We believe that if we can determine the origin of the virus, we can discern whether this pandemic was intentionally engineered, or an accident. If we can track the pathways of the virus, we can determine how the infection began, perhaps we can stop new infections from starting, or future novel viruses from emerging and spreading. These seem like unequivocally good efforts in this time that is filled with so much uncertainty and chaos.
But should we be wary of our unending desire for biological genealogy, when it proves so helpful and insightful in this crisis? Biological genealogies, or at least, the promise of them, have done so much violence in the past century, but in this case, can they work for good?
What we cannot do is stop thinking genealogically, or to entirely set aside our desire for historical origins. Just as the European medieval worldview hinged on the concept of divine generation, our modern world contemplates life and time reproductively. We cannot think ourselves outside of genealogical logics.

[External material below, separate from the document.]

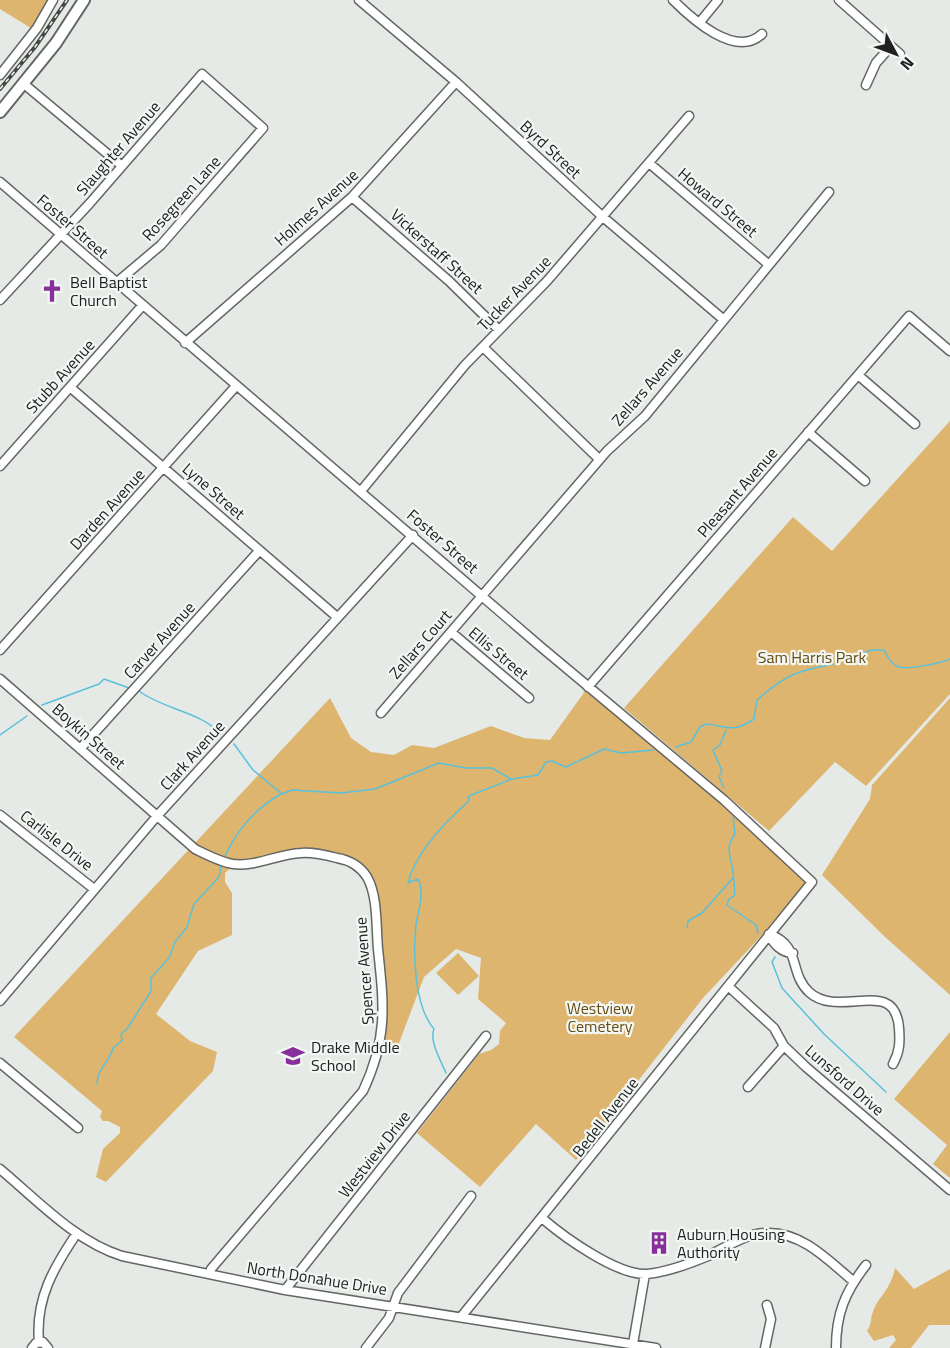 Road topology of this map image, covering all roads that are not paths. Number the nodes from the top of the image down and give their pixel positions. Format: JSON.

What we can do is hold these genealogies with a hermeneutic of suspicion and an ethic of community generosity. Even as we seek the origin of the virus, we can reject the xenophobia and race-baiting of western news coverage of Chinese dietary practices. News coverage that fuels assumptions that the presumptive geographic origin of the virus justifies violence against Asian Americans in the United States. And even as we are drawn to the “story of us” we can seek to welcome the stranger, the refugee, and the immigrant. Is our duty to those who we already imagine a shared genealogy? Or is our duty to create a genealogy of care and community as expansively and creatively as possible?